What you are asked to do: Filter the entries below, keeping only lines with "hand".
== Input for this task
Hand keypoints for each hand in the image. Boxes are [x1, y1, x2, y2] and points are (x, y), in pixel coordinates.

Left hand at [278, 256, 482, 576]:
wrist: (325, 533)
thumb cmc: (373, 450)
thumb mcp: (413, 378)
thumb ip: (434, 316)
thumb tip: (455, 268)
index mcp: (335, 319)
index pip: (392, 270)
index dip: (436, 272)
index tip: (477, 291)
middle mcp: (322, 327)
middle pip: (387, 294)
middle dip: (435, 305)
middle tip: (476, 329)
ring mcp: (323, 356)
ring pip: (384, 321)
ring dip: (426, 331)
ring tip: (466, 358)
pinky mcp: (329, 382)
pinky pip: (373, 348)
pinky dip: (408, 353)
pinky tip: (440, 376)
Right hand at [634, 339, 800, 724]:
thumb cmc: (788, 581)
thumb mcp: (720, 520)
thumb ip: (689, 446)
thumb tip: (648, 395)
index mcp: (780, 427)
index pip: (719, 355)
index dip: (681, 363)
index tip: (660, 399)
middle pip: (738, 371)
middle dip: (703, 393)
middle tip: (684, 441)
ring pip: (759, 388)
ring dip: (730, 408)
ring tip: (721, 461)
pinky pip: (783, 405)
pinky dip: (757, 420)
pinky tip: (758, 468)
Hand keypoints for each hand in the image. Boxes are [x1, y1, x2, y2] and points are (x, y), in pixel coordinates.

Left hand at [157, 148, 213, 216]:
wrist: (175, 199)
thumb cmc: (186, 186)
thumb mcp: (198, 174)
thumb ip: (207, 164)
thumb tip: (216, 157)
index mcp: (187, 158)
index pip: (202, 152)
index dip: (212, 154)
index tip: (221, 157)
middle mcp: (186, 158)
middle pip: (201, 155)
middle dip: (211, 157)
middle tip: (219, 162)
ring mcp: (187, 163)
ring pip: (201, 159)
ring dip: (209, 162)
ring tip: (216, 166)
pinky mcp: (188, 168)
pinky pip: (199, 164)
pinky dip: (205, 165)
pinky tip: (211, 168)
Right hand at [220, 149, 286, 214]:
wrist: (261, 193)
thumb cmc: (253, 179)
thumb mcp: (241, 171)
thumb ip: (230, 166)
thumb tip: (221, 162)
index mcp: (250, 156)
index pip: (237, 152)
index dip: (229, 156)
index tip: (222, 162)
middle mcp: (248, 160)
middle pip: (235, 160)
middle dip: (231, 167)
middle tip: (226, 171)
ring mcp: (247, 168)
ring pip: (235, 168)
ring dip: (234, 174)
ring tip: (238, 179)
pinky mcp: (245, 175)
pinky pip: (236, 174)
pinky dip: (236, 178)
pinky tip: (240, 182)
====
Task result:
Hand keypoints for each hand in the image. Boxes are [x1, y1, x2, y2] and points are (x, y), in pixel coordinates.
Left hand at [278, 256, 482, 576]:
Right hand at [634, 339, 800, 724]:
Hand keypoints for each hand in the image. Boxes are [x1, y1, x2, y2] and points are (x, y), in pixel coordinates.
Left hand at [157, 148, 213, 216]:
Right hand at [220, 149, 286, 214]:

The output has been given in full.